Records from a dataset.
————————

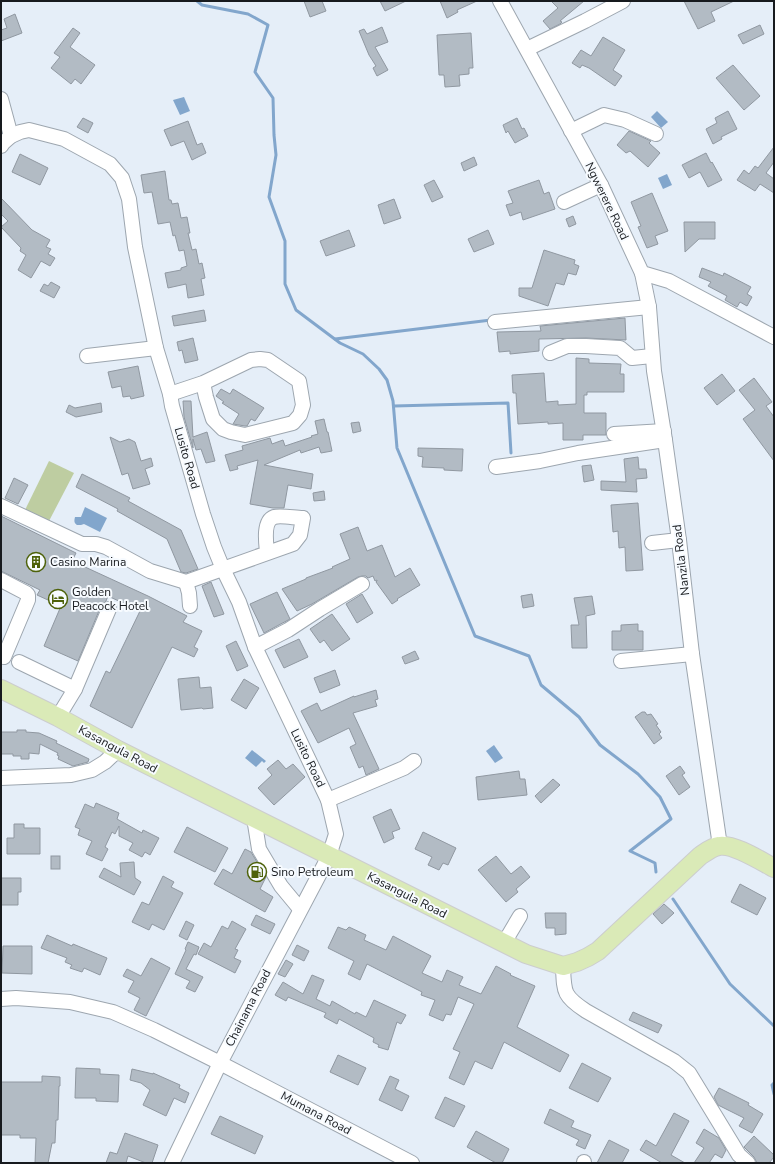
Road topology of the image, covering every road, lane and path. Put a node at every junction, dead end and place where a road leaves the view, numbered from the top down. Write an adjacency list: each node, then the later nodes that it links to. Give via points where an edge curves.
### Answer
1 (500, 1): 3 (street, Ngwerere Road)
2 (623, 1): 3 (street)
3 (527, 49): 5 (street, Ngwerere Road)
4 (1, 99): 7 (street)
5 (571, 131): 6 (street, via 604,115 624,120); 8 (street, Ngwerere Road)
6 (656, 134)
7 (6, 141): 14 (street, Lusito Road, via 20,132 29,130 64,139 110,164 122,178)
8 (601, 185): 9 (street); 10 (street, Ngwerere Road)
9 (564, 202)
10 (642, 273): 11 (street, Nanzila Road); 13 (street, via 669,281)
11 (649, 307): 12 (street); 17 (street, Nanzila Road)
12 (495, 322)
13 (774, 337)
14 (156, 348): 16 (street); 19 (street, Lusito Road)
15 (550, 353): 17 (street, via 567,346 586,346 620,348 632,358)
16 (87, 356)
17 (652, 356): 21 (street, Nanzila Road)
18 (203, 383): 18 (street, via 213,419 223,429 231,432 245,435 293,423 300,415 303,405 299,381 268,360 251,360); 19 (street)
19 (170, 394): 27 (street, Lusito Road, via 203,514)
20 (614, 434): 21 (street)
21 (665, 436): 22 (street, via 540,461); 24 (street, Nanzila Road)
22 (496, 467)
23 (1, 506): 28 (street, via 82,544 106,547 150,571)
24 (679, 540): 25 (street); 34 (street, Nanzila Road)
25 (652, 543)
26 (267, 552): 27 (street)
27 (223, 569): 28 (street); 33 (street, Lusito Road, via 239,602)
28 (186, 582): 31 (street)
29 (362, 584): 33 (street, via 288,630)
30 (2, 585): 35 (street, via 26,593 28,600 4,656)
31 (190, 606)
32 (109, 609): 39 (street)
33 (255, 647): 44 (street, Lusito Road)
34 (692, 654): 36 (street); 46 (street, Nanzila Road)
35 (1, 655)
36 (621, 661)
37 (19, 662): 39 (street)
38 (1, 688): 40 (main road, Kasangula Road)
39 (75, 689): 40 (street)
40 (58, 717): 41 (main road, Kasangula Road)
41 (118, 750): 43 (street, via 92,770 71,775); 45 (main road, Kasangula Road)
42 (414, 761): 44 (street, via 404,768)
43 (1, 778)
44 (328, 800): 47 (street, Lusito Road, via 336,834)
45 (254, 818): 47 (main road, Kasangula Road); 49 (street, via 259,849 281,886)
46 (720, 846): 48 (main road, via 735,848); 52 (main road, via 700,856 598,951)
47 (329, 856): 49 (street, Chainama Road); 51 (main road, Kasangula Road)
48 (774, 868)
49 (300, 909): 54 (street, Chainama Road)
50 (520, 916): 51 (street)
51 (504, 943): 52 (main road, Kasangula Road, via 526,954)
52 (563, 966): 57 (street, via 564,985 573,1003 674,1061 689,1073 739,1155)
53 (1, 999): 54 (street, Mumana Road, via 70,1002 113,1012)
54 (220, 1063): 55 (street, Chainama Road); 56 (street, Mumana Road)
55 (172, 1163)
56 (412, 1163)
57 (748, 1163)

————————

TASK DESCRIPTION.
Each record should be quoted exactly, with the images omitted.

RESULT OF THE EXERCISE.
Road topology of the image, covering every road, lane and path. Put a node at every junction, dead end and place where a road leaves the view, numbered from the top down. Write an adjacency list: each node, then the later nodes that it links to. Give via points where an edge curves.
### Answer
1 (500, 1): 3 (street, Ngwerere Road)
2 (623, 1): 3 (street)
3 (527, 49): 5 (street, Ngwerere Road)
4 (1, 99): 7 (street)
5 (571, 131): 6 (street, via 604,115 624,120); 8 (street, Ngwerere Road)
6 (656, 134)
7 (6, 141): 14 (street, Lusito Road, via 20,132 29,130 64,139 110,164 122,178)
8 (601, 185): 9 (street); 10 (street, Ngwerere Road)
9 (564, 202)
10 (642, 273): 11 (street, Nanzila Road); 13 (street, via 669,281)
11 (649, 307): 12 (street); 17 (street, Nanzila Road)
12 (495, 322)
13 (774, 337)
14 (156, 348): 16 (street); 19 (street, Lusito Road)
15 (550, 353): 17 (street, via 567,346 586,346 620,348 632,358)
16 (87, 356)
17 (652, 356): 21 (street, Nanzila Road)
18 (203, 383): 18 (street, via 213,419 223,429 231,432 245,435 293,423 300,415 303,405 299,381 268,360 251,360); 19 (street)
19 (170, 394): 27 (street, Lusito Road, via 203,514)
20 (614, 434): 21 (street)
21 (665, 436): 22 (street, via 540,461); 24 (street, Nanzila Road)
22 (496, 467)
23 (1, 506): 28 (street, via 82,544 106,547 150,571)
24 (679, 540): 25 (street); 34 (street, Nanzila Road)
25 (652, 543)
26 (267, 552): 27 (street)
27 (223, 569): 28 (street); 33 (street, Lusito Road, via 239,602)
28 (186, 582): 31 (street)
29 (362, 584): 33 (street, via 288,630)
30 (2, 585): 35 (street, via 26,593 28,600 4,656)
31 (190, 606)
32 (109, 609): 39 (street)
33 (255, 647): 44 (street, Lusito Road)
34 (692, 654): 36 (street); 46 (street, Nanzila Road)
35 (1, 655)
36 (621, 661)
37 (19, 662): 39 (street)
38 (1, 688): 40 (main road, Kasangula Road)
39 (75, 689): 40 (street)
40 (58, 717): 41 (main road, Kasangula Road)
41 (118, 750): 43 (street, via 92,770 71,775); 45 (main road, Kasangula Road)
42 (414, 761): 44 (street, via 404,768)
43 (1, 778)
44 (328, 800): 47 (street, Lusito Road, via 336,834)
45 (254, 818): 47 (main road, Kasangula Road); 49 (street, via 259,849 281,886)
46 (720, 846): 48 (main road, via 735,848); 52 (main road, via 700,856 598,951)
47 (329, 856): 49 (street, Chainama Road); 51 (main road, Kasangula Road)
48 (774, 868)
49 (300, 909): 54 (street, Chainama Road)
50 (520, 916): 51 (street)
51 (504, 943): 52 (main road, Kasangula Road, via 526,954)
52 (563, 966): 57 (street, via 564,985 573,1003 674,1061 689,1073 739,1155)
53 (1, 999): 54 (street, Mumana Road, via 70,1002 113,1012)
54 (220, 1063): 55 (street, Chainama Road); 56 (street, Mumana Road)
55 (172, 1163)
56 (412, 1163)
57 (748, 1163)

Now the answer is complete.